Merge image described in processing multiframe to export the video image.

9. a kind of image processing apparatus, for electronic installation, it is characterised in that described image processing unit includes：

Imaging device, the imaging device are used for the three-dimensional scene image and depth that multiframe active user is gathered with predeterminated frequency Image；

Processor, the processor are used to handle depth image described in scene image described in multiframe and multiframe to split described in every frame People's object area in scene image and except the background area beyond people's object area to obtain multiframe background area image, it is more Background area image described in frame corresponds to multiframe predetermined three-dimensional image；With

It will merge to obtain with the corresponding background area image per predetermined three-dimensional image described in frame and merge image to export video figure Picture.

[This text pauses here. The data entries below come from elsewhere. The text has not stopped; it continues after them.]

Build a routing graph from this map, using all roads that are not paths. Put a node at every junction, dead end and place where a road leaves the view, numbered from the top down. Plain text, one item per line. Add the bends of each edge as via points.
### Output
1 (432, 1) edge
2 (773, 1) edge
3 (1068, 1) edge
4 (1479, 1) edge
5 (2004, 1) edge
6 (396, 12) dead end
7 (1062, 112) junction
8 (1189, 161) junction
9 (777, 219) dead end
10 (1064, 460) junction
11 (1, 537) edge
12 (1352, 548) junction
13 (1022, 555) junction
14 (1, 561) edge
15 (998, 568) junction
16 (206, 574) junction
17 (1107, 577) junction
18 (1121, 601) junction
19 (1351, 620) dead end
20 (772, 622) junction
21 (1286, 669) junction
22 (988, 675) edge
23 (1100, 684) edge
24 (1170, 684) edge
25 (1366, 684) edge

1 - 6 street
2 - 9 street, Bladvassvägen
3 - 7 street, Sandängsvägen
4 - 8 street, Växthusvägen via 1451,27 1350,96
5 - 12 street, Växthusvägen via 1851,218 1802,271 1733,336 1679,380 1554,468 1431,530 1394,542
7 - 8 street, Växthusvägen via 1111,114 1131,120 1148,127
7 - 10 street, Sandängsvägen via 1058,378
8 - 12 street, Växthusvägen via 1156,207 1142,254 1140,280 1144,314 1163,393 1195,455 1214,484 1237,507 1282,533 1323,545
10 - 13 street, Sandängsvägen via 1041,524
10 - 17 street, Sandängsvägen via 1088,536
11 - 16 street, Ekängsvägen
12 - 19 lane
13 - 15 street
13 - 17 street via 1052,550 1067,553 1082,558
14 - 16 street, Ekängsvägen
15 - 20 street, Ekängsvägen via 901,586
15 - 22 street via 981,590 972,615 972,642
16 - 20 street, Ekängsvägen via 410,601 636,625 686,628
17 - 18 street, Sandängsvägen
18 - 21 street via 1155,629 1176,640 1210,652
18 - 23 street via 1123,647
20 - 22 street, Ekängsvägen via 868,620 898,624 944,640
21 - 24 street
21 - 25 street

10. image processing apparatus according to claim 9, it is characterised in that described image processing unit also includes acoustic-electric Element, the acoustoelectric element are used for the acoustic information for gathering the active user；

The processor is additionally operable to the acoustic information merge the video image to export sound video.

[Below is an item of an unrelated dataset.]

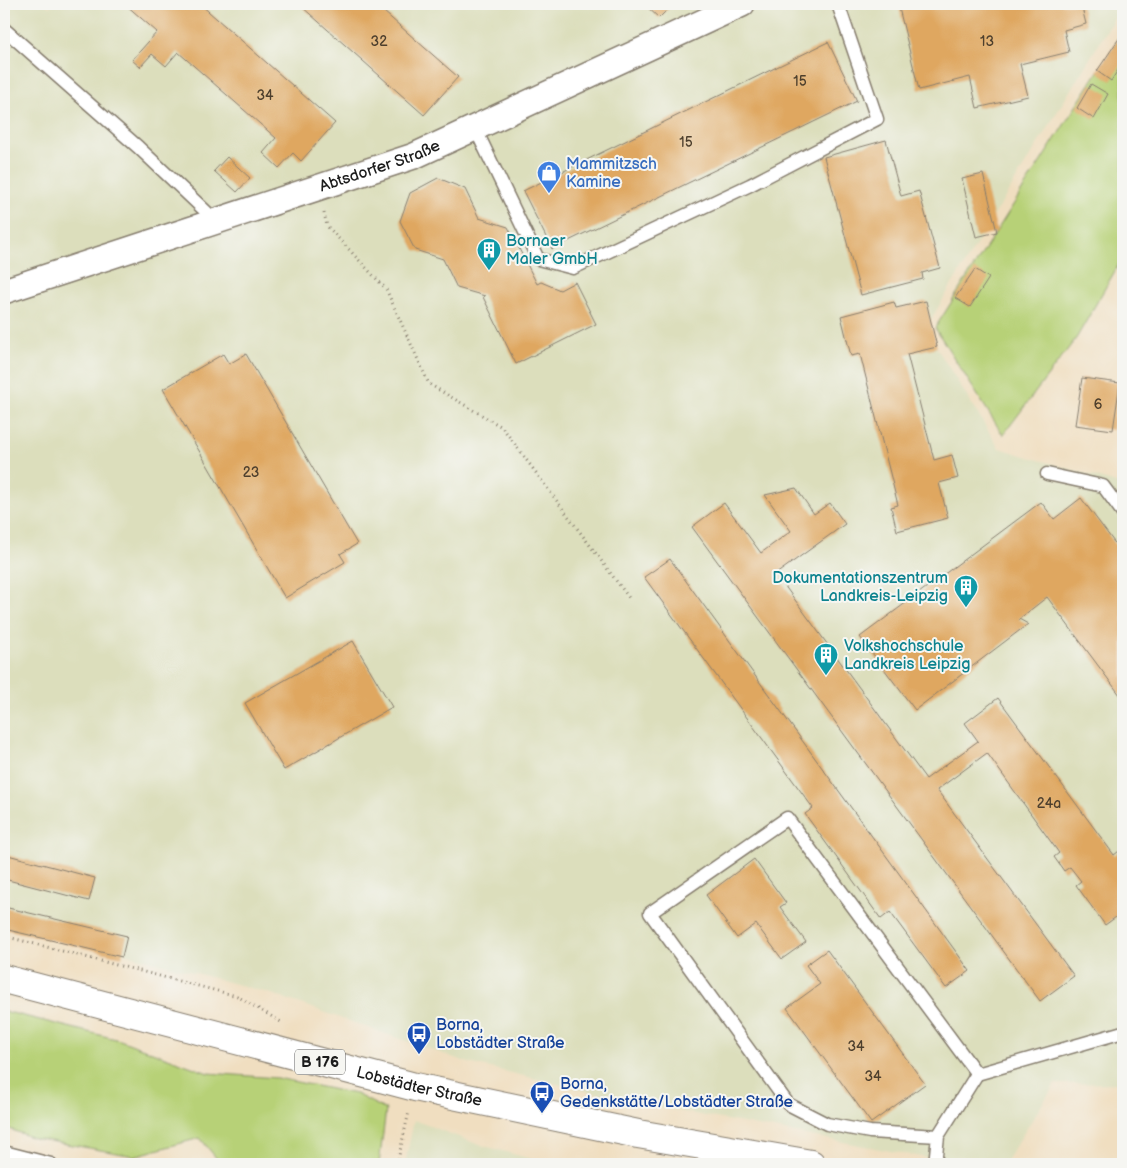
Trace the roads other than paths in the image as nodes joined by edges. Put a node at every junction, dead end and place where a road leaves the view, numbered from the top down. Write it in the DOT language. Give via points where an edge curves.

11. image processing apparatus according to claim 9, it is characterised in that the imaging device includes visible image capturing Head and depth image acquisition component, the depth image acquisition component includes structured light projector and structure light video camera head, described Visible image capturing head is used to shoot the active user with the predeterminated frequency to obtain multiframe two dimensional image；

The structured light projector is used for active user's projective structure light；

The structure light video camera head is used for：

The structure light image modulated with predeterminated frequency shooting multiframe through the active user；

12. image processing apparatus according to claim 11, it is characterised in that the structure light video camera head is further used In：

The phase information is converted into depth information；With

The depth image is generated according to the depth information.

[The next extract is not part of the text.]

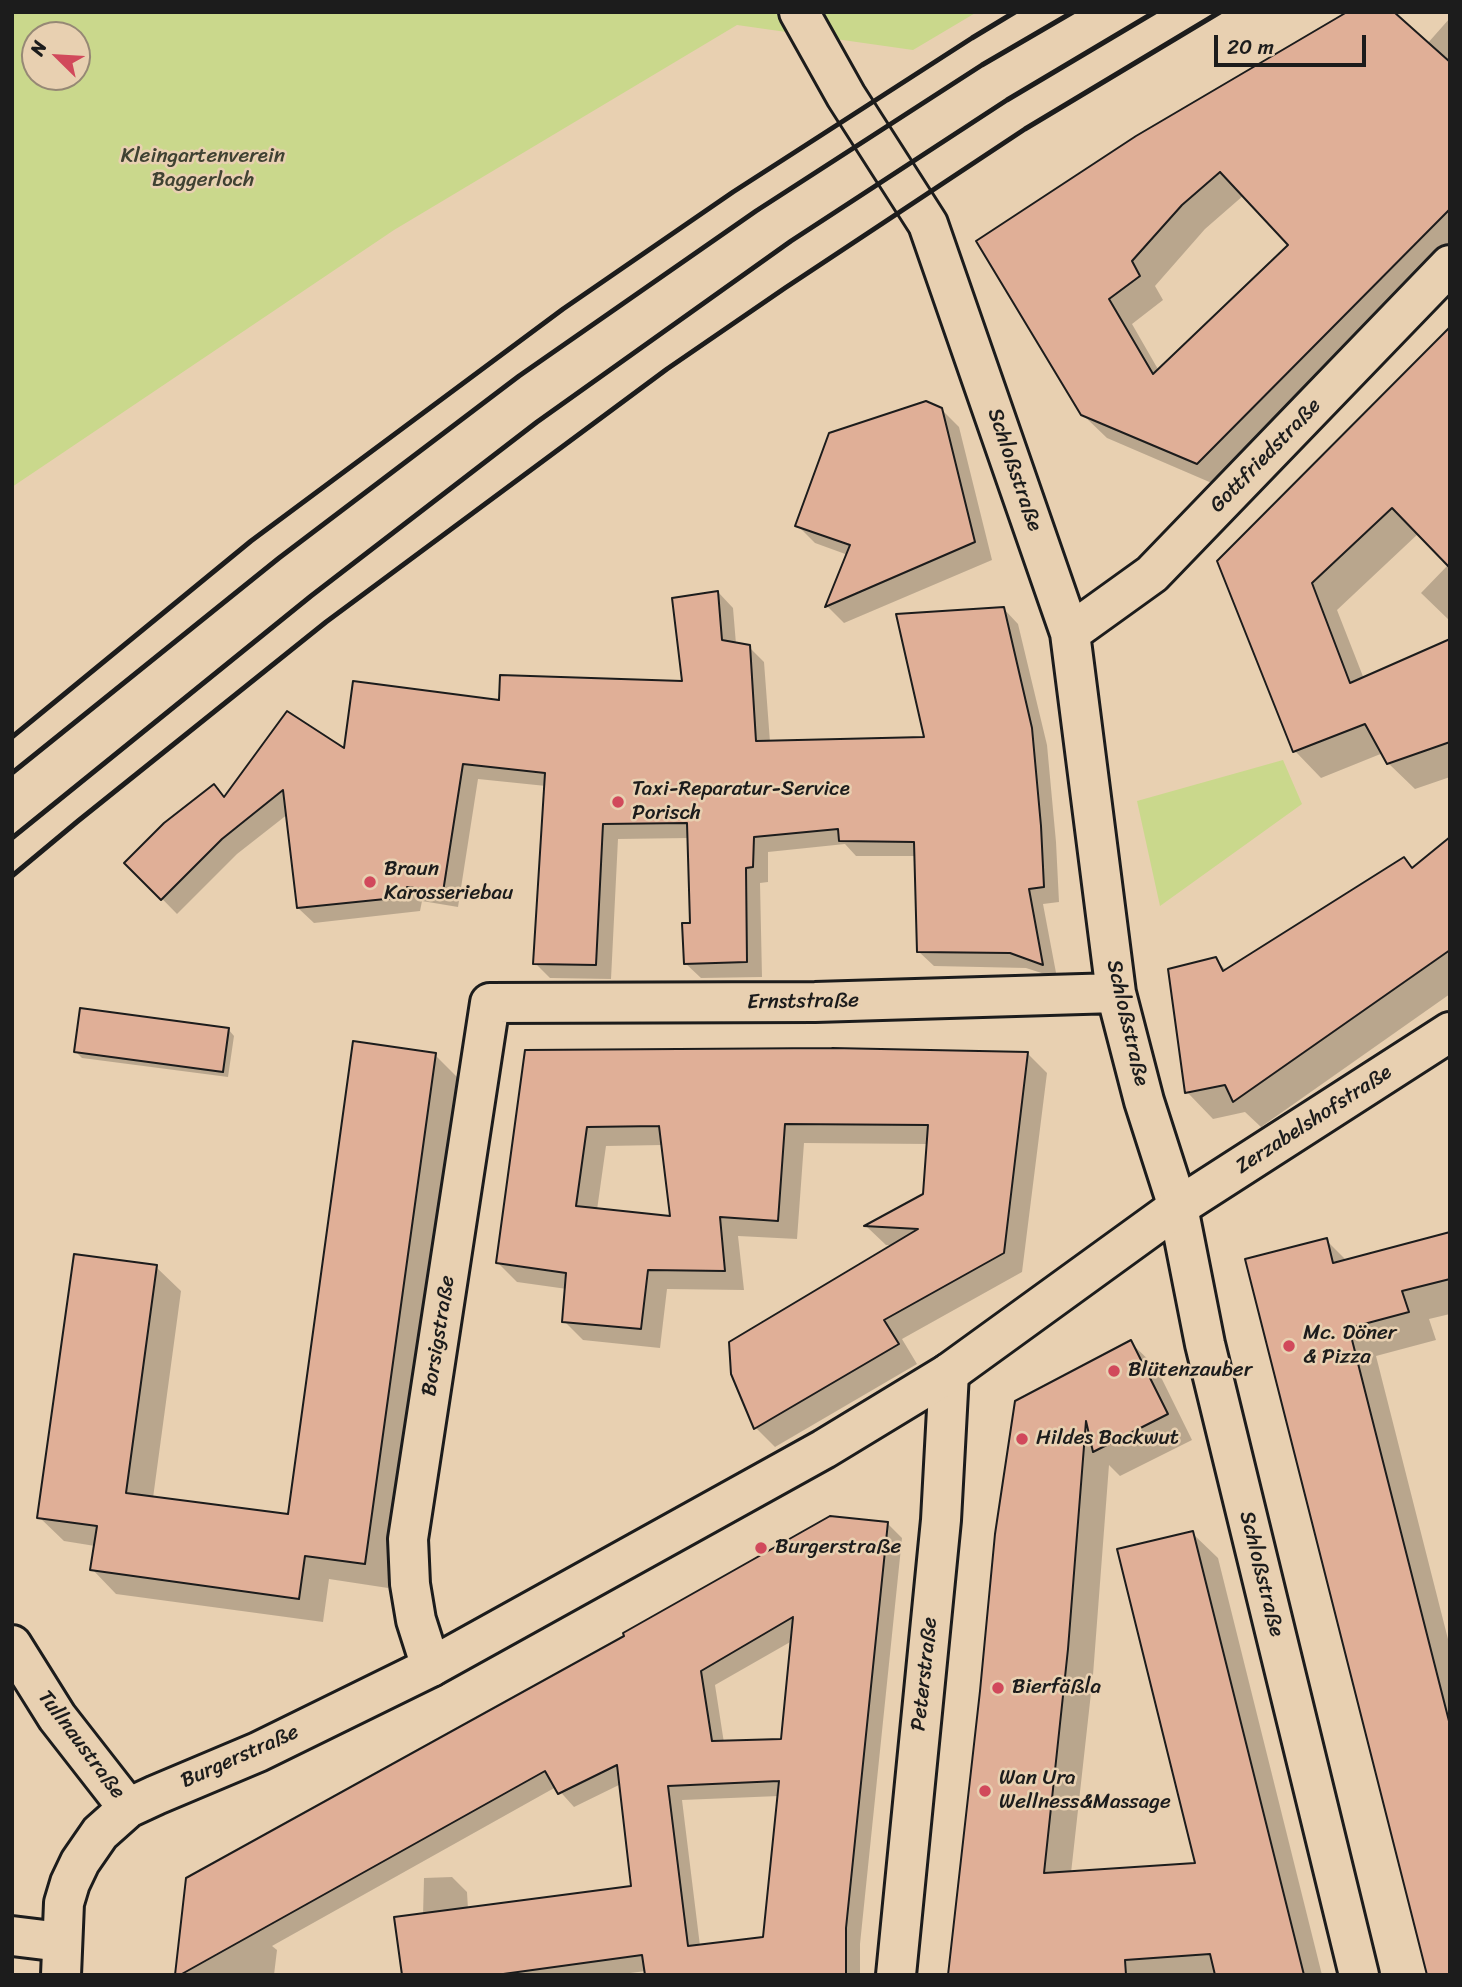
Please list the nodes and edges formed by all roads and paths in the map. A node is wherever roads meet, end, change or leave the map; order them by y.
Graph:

13. image processing apparatus according to claim 9, it is characterised in that the predetermined three-dimensional image includes three-dimensional At least one of virtual portrait, three-dimensional real person, three-dimensional animals and plants, the three-dimensional real person eliminates described Active user itself.

14. image processing apparatus according to claim 9, it is characterised in that the processor is additionally operable to：

Scene image described in per frame and the depth image are handled to extract the action message of the active user；

15. image processing apparatus according to claim 14, it is characterised in that the action message includes the current use The expression and/or limb action at family.

16. image processing apparatus according to claim 9, it is characterised in that predetermined three-dimensional image described in multiframe is corresponding more Scene image described in frame, the processor are additionally operable to：

When the size of predetermined three-dimensional image described in the frame is more than the size of people's object area, predetermined three-dimensional described in the frame is reduced Image is simultaneously filled into people's object area in the scene image to merge to obtain merging image；With

Merge image described in processing multiframe to export the video image.

17. a kind of electronic installation, it is characterised in that the electronic installation includes：

One or more processors；

Memory；With

One or more programs, wherein one or more of programs are stored in the memory, and be configured to by One or more of computing devices, described program include being used at the image that perform claim is required described in 1 to 8 any one The instruction of reason method.

A kind of 18. computer-readable recording medium, it is characterised in that the meter being used in combination including the electronic installation with that can image Calculation machine program, the computer program can be executed by processor to complete the image procossing described in claim 1 to 8 any one Method.